▶ _Task to carry out_:
Among these entries, how many lines have the string "than" in them? Only the number is needed.

- Opening Delimiter -

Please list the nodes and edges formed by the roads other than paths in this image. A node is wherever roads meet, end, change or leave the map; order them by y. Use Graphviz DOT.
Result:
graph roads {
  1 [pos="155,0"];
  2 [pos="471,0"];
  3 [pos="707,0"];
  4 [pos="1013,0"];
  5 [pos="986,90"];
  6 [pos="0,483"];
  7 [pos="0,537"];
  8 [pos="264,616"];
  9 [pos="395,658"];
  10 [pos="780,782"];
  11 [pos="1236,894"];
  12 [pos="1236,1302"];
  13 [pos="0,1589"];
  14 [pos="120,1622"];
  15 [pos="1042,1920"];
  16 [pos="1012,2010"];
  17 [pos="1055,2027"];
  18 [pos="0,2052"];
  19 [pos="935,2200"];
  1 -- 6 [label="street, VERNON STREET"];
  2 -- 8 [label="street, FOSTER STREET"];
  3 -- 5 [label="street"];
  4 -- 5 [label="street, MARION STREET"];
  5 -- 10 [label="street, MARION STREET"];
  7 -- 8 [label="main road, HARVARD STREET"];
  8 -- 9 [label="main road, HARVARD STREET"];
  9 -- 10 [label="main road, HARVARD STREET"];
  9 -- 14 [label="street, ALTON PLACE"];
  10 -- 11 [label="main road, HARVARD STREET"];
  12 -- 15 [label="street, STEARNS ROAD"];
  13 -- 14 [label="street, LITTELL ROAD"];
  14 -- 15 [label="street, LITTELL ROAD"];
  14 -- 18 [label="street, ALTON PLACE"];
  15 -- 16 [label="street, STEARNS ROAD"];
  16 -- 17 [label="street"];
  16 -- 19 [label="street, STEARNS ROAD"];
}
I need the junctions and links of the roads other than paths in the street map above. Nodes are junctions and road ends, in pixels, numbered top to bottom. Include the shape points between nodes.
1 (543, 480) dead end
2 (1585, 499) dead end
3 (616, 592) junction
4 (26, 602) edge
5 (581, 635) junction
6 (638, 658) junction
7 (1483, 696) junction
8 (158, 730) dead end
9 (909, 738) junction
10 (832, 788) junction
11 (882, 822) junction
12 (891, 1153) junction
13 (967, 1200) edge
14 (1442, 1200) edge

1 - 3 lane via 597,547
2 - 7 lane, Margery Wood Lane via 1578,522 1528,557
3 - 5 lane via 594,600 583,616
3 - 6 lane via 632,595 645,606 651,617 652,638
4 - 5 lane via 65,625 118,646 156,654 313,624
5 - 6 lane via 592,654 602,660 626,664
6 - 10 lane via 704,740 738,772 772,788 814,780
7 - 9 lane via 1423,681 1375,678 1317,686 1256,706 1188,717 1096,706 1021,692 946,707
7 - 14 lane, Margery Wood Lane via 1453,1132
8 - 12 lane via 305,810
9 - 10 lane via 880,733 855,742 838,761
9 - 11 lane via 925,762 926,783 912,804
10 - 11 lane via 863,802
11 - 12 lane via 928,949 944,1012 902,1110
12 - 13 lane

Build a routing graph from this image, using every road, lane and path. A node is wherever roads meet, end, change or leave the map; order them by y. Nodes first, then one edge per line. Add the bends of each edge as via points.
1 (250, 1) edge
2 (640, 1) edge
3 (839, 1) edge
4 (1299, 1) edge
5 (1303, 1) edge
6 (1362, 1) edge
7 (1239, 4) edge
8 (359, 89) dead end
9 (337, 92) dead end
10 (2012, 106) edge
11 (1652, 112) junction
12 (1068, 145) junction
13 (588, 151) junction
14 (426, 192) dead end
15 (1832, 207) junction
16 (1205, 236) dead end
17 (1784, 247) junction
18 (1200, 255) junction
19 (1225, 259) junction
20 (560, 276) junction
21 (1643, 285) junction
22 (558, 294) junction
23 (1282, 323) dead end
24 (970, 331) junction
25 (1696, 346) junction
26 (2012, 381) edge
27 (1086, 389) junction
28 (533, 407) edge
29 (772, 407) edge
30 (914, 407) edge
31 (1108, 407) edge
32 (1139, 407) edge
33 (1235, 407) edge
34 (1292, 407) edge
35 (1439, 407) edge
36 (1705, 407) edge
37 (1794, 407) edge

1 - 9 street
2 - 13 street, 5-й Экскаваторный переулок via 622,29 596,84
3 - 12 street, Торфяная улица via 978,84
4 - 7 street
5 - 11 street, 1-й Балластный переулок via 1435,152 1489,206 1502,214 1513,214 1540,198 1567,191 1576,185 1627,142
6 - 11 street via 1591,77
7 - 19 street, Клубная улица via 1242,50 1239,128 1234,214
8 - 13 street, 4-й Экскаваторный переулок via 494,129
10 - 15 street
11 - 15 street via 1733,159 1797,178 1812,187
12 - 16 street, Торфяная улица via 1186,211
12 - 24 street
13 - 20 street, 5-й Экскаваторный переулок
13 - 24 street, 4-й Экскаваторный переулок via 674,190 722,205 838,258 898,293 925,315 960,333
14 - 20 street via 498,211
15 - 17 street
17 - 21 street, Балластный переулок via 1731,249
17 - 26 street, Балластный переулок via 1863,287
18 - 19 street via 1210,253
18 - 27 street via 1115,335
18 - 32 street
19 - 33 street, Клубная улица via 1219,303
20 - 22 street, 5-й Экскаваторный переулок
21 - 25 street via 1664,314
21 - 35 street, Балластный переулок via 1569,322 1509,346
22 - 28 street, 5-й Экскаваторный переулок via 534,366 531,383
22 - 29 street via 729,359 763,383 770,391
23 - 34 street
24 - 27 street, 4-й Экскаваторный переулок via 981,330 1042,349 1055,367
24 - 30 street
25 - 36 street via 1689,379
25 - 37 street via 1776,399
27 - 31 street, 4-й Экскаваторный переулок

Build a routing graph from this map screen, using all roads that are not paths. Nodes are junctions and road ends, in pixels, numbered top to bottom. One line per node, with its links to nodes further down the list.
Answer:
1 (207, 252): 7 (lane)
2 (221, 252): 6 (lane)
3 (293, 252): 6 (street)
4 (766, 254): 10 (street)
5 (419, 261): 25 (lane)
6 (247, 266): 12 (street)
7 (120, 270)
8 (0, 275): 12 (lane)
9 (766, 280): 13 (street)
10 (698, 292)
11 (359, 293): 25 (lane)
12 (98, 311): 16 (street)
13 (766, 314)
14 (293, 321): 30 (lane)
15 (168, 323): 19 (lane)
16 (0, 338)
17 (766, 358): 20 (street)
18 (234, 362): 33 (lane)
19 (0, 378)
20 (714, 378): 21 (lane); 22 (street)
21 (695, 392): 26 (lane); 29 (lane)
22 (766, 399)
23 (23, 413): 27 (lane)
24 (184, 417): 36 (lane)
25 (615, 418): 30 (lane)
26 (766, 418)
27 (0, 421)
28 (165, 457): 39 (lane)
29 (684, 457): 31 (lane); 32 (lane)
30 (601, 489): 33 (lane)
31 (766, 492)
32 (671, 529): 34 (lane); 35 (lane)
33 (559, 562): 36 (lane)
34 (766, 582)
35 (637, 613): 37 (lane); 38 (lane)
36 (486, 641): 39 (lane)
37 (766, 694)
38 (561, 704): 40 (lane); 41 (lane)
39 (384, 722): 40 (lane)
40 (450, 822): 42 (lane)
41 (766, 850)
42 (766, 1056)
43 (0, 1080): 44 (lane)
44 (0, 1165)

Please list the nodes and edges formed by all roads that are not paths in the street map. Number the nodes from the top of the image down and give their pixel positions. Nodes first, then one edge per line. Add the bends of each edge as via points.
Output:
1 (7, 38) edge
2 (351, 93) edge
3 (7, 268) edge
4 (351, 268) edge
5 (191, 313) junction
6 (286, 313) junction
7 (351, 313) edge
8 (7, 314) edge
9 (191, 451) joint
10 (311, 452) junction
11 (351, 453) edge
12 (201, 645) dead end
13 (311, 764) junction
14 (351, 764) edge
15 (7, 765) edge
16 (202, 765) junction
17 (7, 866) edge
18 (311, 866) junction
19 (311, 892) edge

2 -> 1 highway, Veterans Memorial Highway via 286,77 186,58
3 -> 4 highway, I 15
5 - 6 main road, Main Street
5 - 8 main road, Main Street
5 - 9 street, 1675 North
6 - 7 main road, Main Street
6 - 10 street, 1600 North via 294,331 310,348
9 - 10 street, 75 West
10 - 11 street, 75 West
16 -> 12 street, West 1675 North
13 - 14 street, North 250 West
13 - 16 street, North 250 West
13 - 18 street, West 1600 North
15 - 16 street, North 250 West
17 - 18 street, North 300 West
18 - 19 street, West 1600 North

- Closing Delimiter -

▶ _Exercise answer_:
2